Exercise
Pull out every line below containing the word "AVENUE".

Collected data:
————
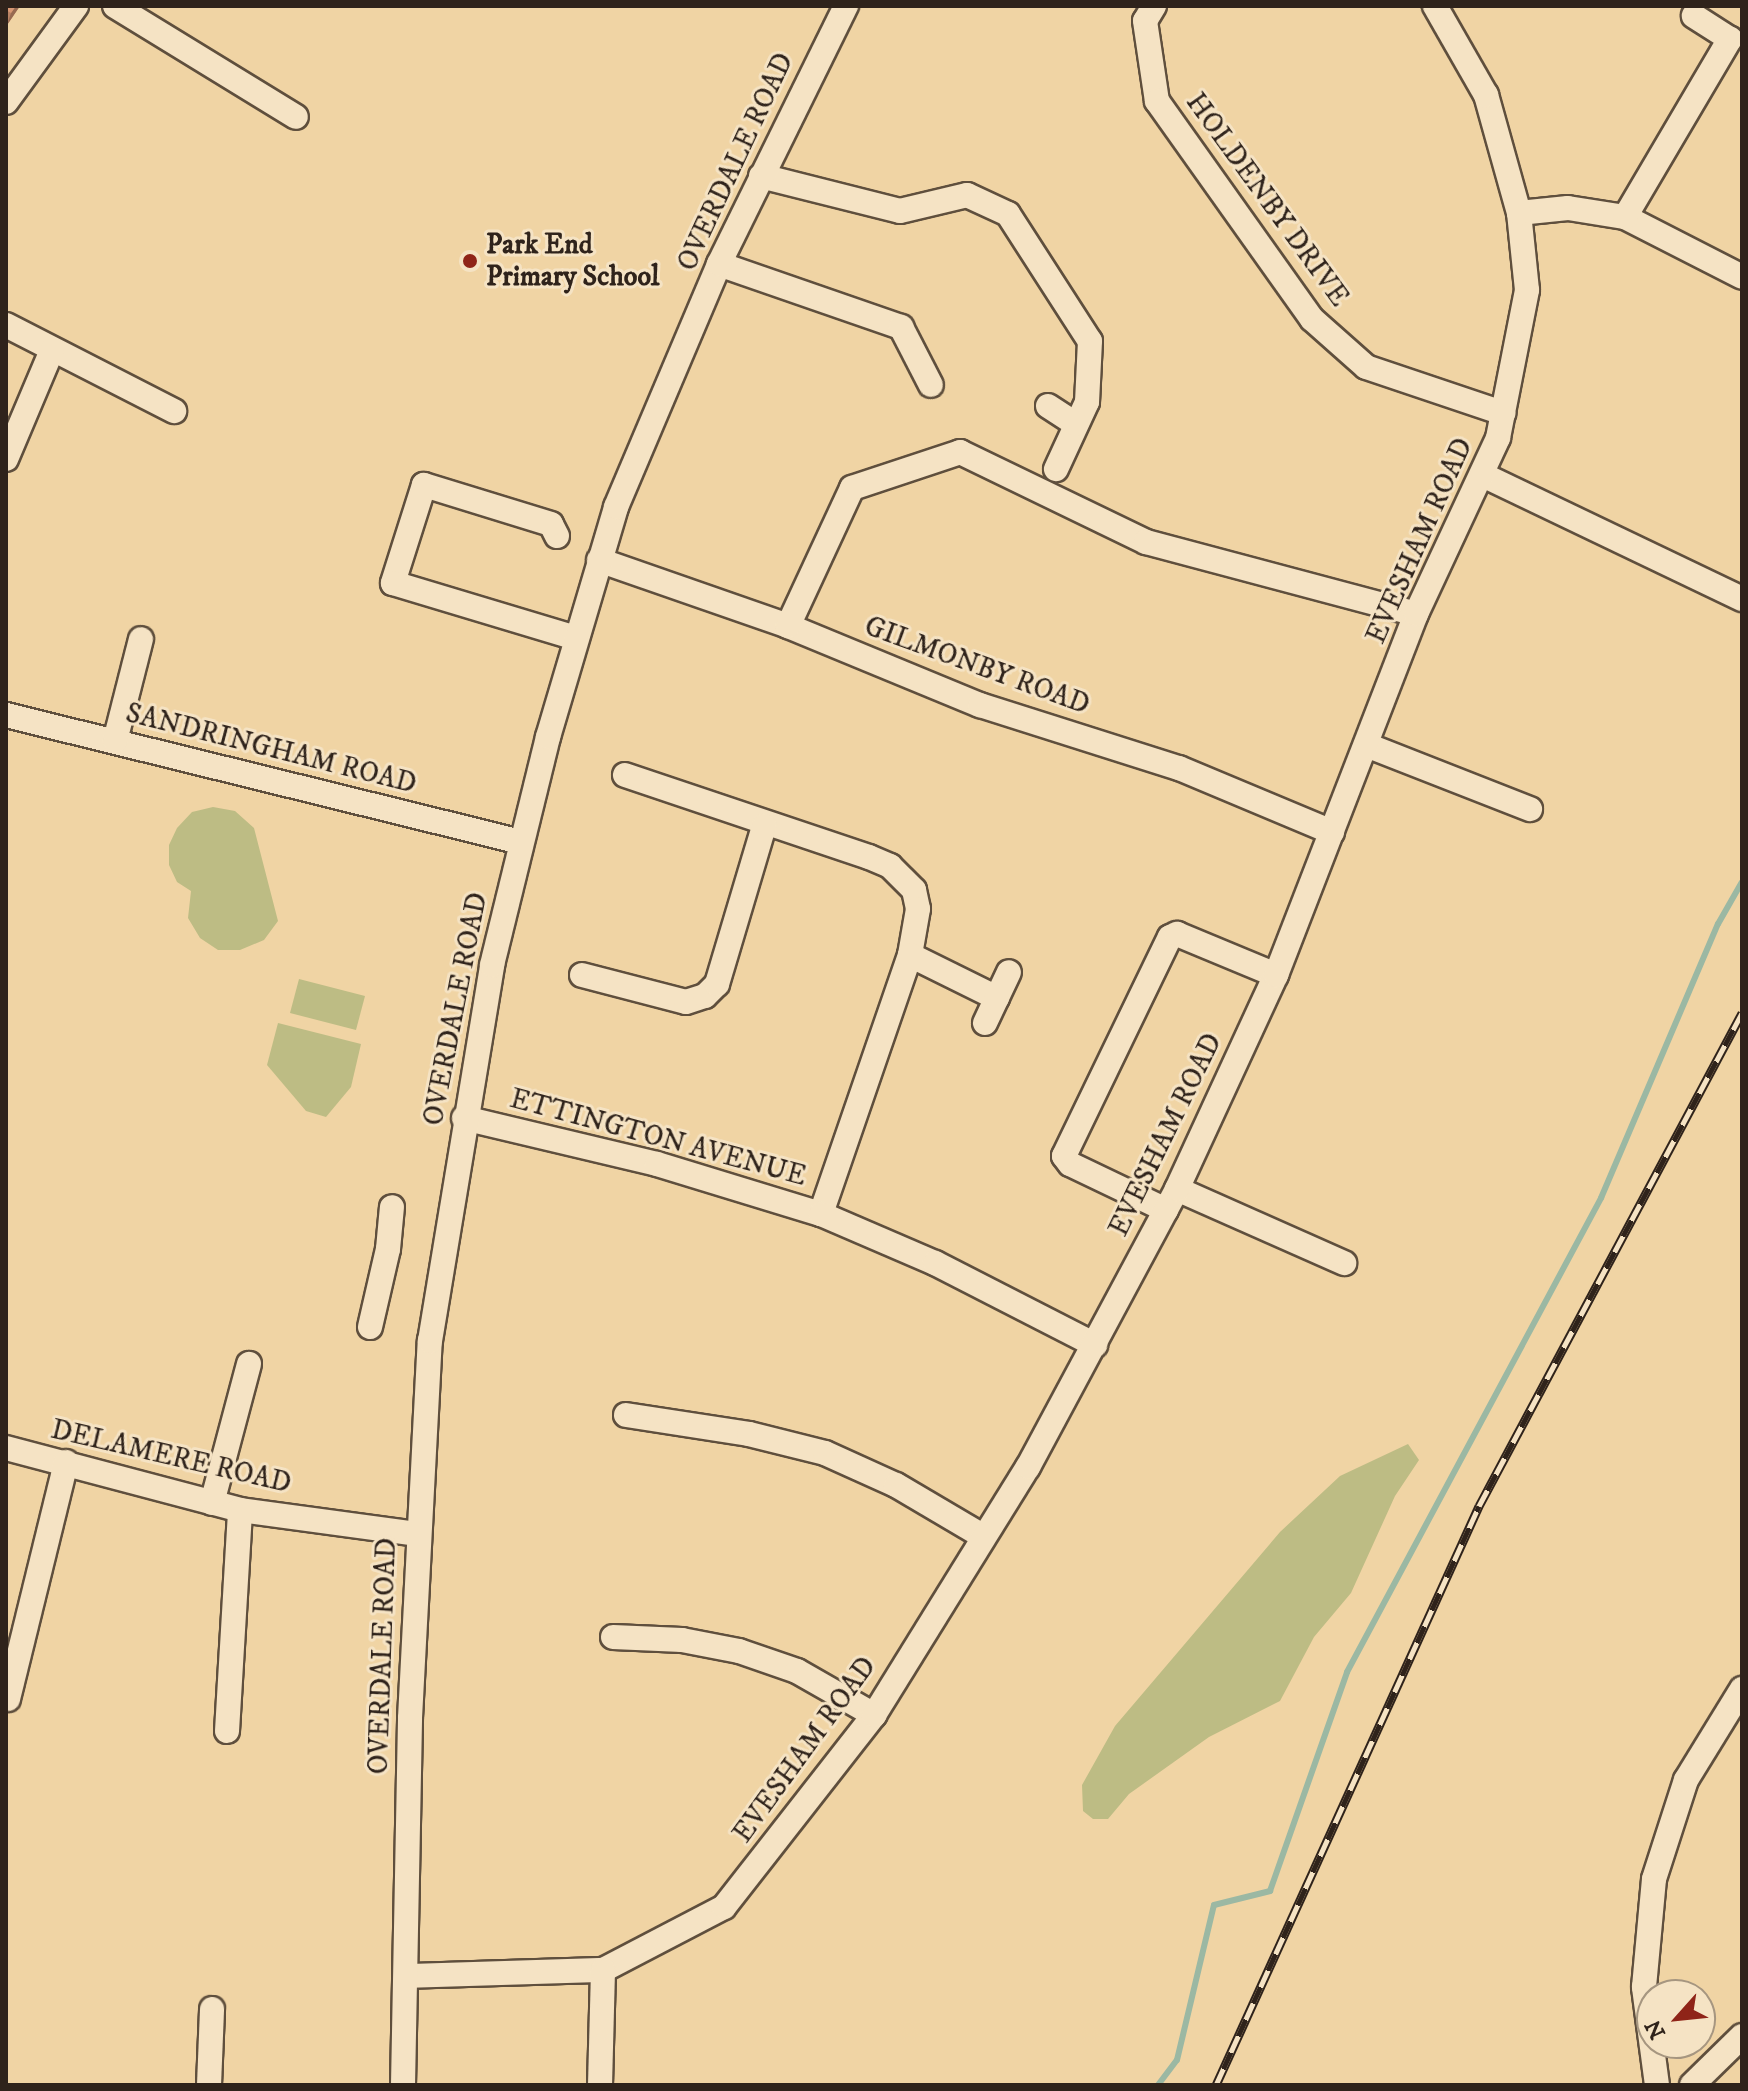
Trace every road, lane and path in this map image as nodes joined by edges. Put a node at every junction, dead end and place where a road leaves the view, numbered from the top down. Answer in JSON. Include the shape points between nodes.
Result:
{"nodes":[{"id":1,"x":76,"y":6,"type":"edge"},
{"id":2,"x":115,"y":6,"type":"edge"},
{"id":3,"x":846,"y":6,"type":"edge"},
{"id":4,"x":1154,"y":6,"type":"edge"},
{"id":5,"x":1435,"y":6,"type":"edge"},
{"id":6,"x":1694,"y":16,"type":"dead end"},
{"id":7,"x":6,"y":102,"type":"edge"},
{"id":8,"x":296,"y":117,"type":"dead end"},
{"id":9,"x":761,"y":176,"type":"junction"},
{"id":10,"x":1519,"y":213,"type":"junction"},
{"id":11,"x":1625,"y":217,"type":"junction"},
{"id":12,"x":719,"y":264,"type":"junction"},
{"id":13,"x":1742,"y":277,"type":"edge"},
{"id":14,"x":6,"y":325,"type":"edge"},
{"id":15,"x":52,"y":350,"type":"junction"},
{"id":16,"x":931,"y":385,"type":"dead end"},
{"id":17,"x":1048,"y":406,"type":"dead end"},
{"id":18,"x":174,"y":411,"type":"dead end"},
{"id":19,"x":1503,"y":413,"type":"junction"},
{"id":20,"x":1076,"y":424,"type":"junction"},
{"id":21,"x":6,"y":459,"type":"edge"},
{"id":22,"x":1056,"y":469,"type":"dead end"},
{"id":23,"x":1483,"y":475,"type":"junction"},
{"id":24,"x":557,"y":536,"type":"dead end"},
{"id":25,"x":599,"y":560,"type":"junction"},
{"id":26,"x":1742,"y":599,"type":"edge"},
{"id":27,"x":1416,"y":614,"type":"junction"},
{"id":28,"x":788,"y":626,"type":"junction"},
{"id":29,"x":576,"y":638,"type":"junction"},
{"id":30,"x":141,"y":639,"type":"dead end"},
{"id":31,"x":6,"y":715,"type":"edge"},
{"id":32,"x":115,"y":741,"type":"junction"},
{"id":33,"x":1369,"y":746,"type":"junction"},
{"id":34,"x":625,"y":775,"type":"dead end"},
{"id":35,"x":1530,"y":809,"type":"dead end"},
{"id":36,"x":764,"y":826,"type":"junction"},
{"id":37,"x":1332,"y":832,"type":"junction"},
{"id":38,"x":521,"y":842,"type":"junction"},
{"id":39,"x":910,"y":955,"type":"junction"},
{"id":40,"x":1009,"y":972,"type":"dead end"},
{"id":41,"x":582,"y":975,"type":"dead end"},
{"id":42,"x":1276,"y":975,"type":"junction"},
{"id":43,"x":997,"y":998,"type":"junction"},
{"id":44,"x":985,"y":1023,"type":"dead end"},
{"id":45,"x":464,"y":1118,"type":"junction"},
{"id":46,"x":1172,"y":1200,"type":"junction"},
{"id":47,"x":392,"y":1207,"type":"dead end"},
{"id":48,"x":821,"y":1214,"type":"junction"},
{"id":49,"x":1344,"y":1263,"type":"dead end"},
{"id":50,"x":370,"y":1327,"type":"dead end"},
{"id":51,"x":1095,"y":1345,"type":"junction"},
{"id":52,"x":249,"y":1364,"type":"dead end"},
{"id":53,"x":626,"y":1415,"type":"dead end"},
{"id":54,"x":6,"y":1448,"type":"edge"},
{"id":55,"x":66,"y":1462,"type":"junction"},
{"id":56,"x":212,"y":1503,"type":"junction"},
{"id":57,"x":240,"y":1510,"type":"junction"},
{"id":58,"x":417,"y":1534,"type":"junction"},
{"id":59,"x":981,"y":1535,"type":"junction"},
{"id":60,"x":613,"y":1637,"type":"dead end"},
{"id":61,"x":1742,"y":1689,"type":"edge"},
{"id":62,"x":8,"y":1699,"type":"dead end"},
{"id":63,"x":874,"y":1715,"type":"junction"},
{"id":64,"x":227,"y":1731,"type":"dead end"},
{"id":65,"x":603,"y":1970,"type":"junction"},
{"id":66,"x":407,"y":1976,"type":"junction"},
{"id":67,"x":212,"y":2009,"type":"dead end"},
{"id":68,"x":1742,"y":2036,"type":"edge"},
{"id":69,"x":209,"y":2085,"type":"edge"},
{"id":70,"x":403,"y":2085,"type":"edge"},
{"id":71,"x":600,"y":2085,"type":"edge"},
{"id":72,"x":1657,"y":2085,"type":"edge"},
{"id":73,"x":1692,"y":2085,"type":"edge"}],
"edges":[{"from":1,"to":7,"type":"street"},
{"from":2,"to":8,"type":"street"},
{"from":3,"to":9,"type":"street","name":"OVERDALE ROAD"},
{"from":4,"to":19,"type":"street","name":"HOLDENBY DRIVE","via":[[1145,21],[1157,101],[1312,319],[1366,367]]},
{"from":5,"to":10,"type":"street","name":"EVESHAM ROAD","via":[[1486,95]]},
{"from":6,"to":11,"type":"street","via":[[1730,39]]},
{"from":9,"to":12,"type":"street","name":"OVERDALE ROAD"},
{"from":9,"to":20,"type":"street","via":[[900,211],[967,195],[1008,214],[1090,341],[1087,402]]},
{"from":10,"to":11,"type":"street","via":[[1568,208]]},
{"from":10,"to":19,"type":"street","name":"EVESHAM ROAD","via":[[1527,290]]},
{"from":11,"to":13,"type":"street"},
{"from":12,"to":16,"type":"street","via":[[901,327]]},
{"from":12,"to":25,"type":"street","name":"OVERDALE ROAD","via":[[616,507]]},
{"from":14,"to":15,"type":"street"},
{"from":15,"to":18,"type":"street"},
{"from":15,"to":21,"type":"street"},
{"from":17,"to":20,"type":"street"},
{"from":19,"to":23,"type":"street","name":"EVESHAM ROAD"},
{"from":20,"to":22,"type":"street"},
{"from":23,"to":26,"type":"street"},
{"from":23,"to":27,"type":"street","name":"EVESHAM ROAD"},
{"from":24,"to":29,"type":"street","via":[[551,524],[424,485],[393,583]]},
{"from":25,"to":28,"type":"street","name":"GILMONBY ROAD"},
{"from":25,"to":29,"type":"street","name":"OVERDALE ROAD"},
{"from":27,"to":28,"type":"street","via":[[1146,542],[960,452],[852,488]]},
{"from":27,"to":33,"type":"street","name":"EVESHAM ROAD"},
{"from":28,"to":37,"type":"street","name":"GILMONBY ROAD","via":[[980,705],[1179,768]]},
{"from":29,"to":38,"type":"street","name":"OVERDALE ROAD"},
{"from":30,"to":32,"type":"street"},
{"from":31,"to":32,"type":"street","name":"SANDRINGHAM ROAD"},
{"from":32,"to":38,"type":"street","name":"SANDRINGHAM ROAD"},
{"from":33,"to":35,"type":"street"},
{"from":33,"to":37,"type":"street","name":"EVESHAM ROAD"},
{"from":34,"to":36,"type":"street"},
{"from":36,"to":39,"type":"street","via":[[869,857],[903,877],[914,890],[918,909]]},
{"from":36,"to":41,"type":"street","via":[[717,984],[705,996],[686,1002]]},
{"from":37,"to":42,"type":"street","name":"EVESHAM ROAD"},
{"from":38,"to":45,"type":"street","name":"OVERDALE ROAD"},
{"from":39,"to":43,"type":"street"},
{"from":39,"to":48,"type":"street"},
{"from":40,"to":43,"type":"street"},
{"from":42,"to":46,"type":"street","name":"EVESHAM ROAD"},
{"from":42,"to":46,"type":"street","via":[[1177,934],[1170,937],[1064,1156],[1070,1164]]},
{"from":43,"to":44,"type":"street"},
{"from":45,"to":48,"type":"street","name":"ETTINGTON AVENUE","via":[[657,1164]]},
{"from":45,"to":58,"type":"street","name":"OVERDALE ROAD","via":[[430,1341]]},
{"from":46,"to":49,"type":"street"},
{"from":46,"to":51,"type":"street","name":"EVESHAM ROAD"},
{"from":47,"to":50,"type":"street"},
{"from":48,"to":51,"type":"street","name":"ETTINGTON AVENUE","via":[[935,1263]]},
{"from":51,"to":59,"type":"street","name":"EVESHAM ROAD","via":[[1028,1467]]},
{"from":52,"to":56,"type":"street"},
{"from":53,"to":59,"type":"street","via":[[749,1434],[825,1453],[896,1485]]},
{"from":54,"to":55,"type":"street","name":"DELAMERE ROAD"},
{"from":55,"to":56,"type":"street","name":"DELAMERE ROAD"},
{"from":55,"to":62,"type":"street"},
{"from":56,"to":57,"type":"street","name":"DELAMERE ROAD"},
{"from":57,"to":58,"type":"street","name":"DELAMERE ROAD"},
{"from":57,"to":64,"type":"street"},
{"from":58,"to":66,"type":"street","name":"OVERDALE ROAD"},
{"from":59,"to":63,"type":"street","name":"EVESHAM ROAD"},
{"from":60,"to":63,"type":"street","via":[[682,1640],[739,1651],[797,1671]]},
{"from":61,"to":72,"type":"street","via":[[1686,1780],[1654,1879],[1644,1987]]},
{"from":63,"to":65,"type":"street","name":"EVESHAM ROAD","via":[[724,1907]]},
{"from":65,"to":66,"type":"street","name":"EVESHAM ROAD"},
{"from":65,"to":71,"type":"street"},
{"from":66,"to":70,"type":"street","name":"OVERDALE ROAD"},
{"from":67,"to":69,"type":"street"},
{"from":68,"to":73,"type":"street"}]}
————
Written answer
{"from":45,"to":48,"type":"street","name":"ETTINGTON AVENUE","via":[[657,1164]]},
{"from":48,"to":51,"type":"street","name":"ETTINGTON AVENUE","via":[[935,1263]]},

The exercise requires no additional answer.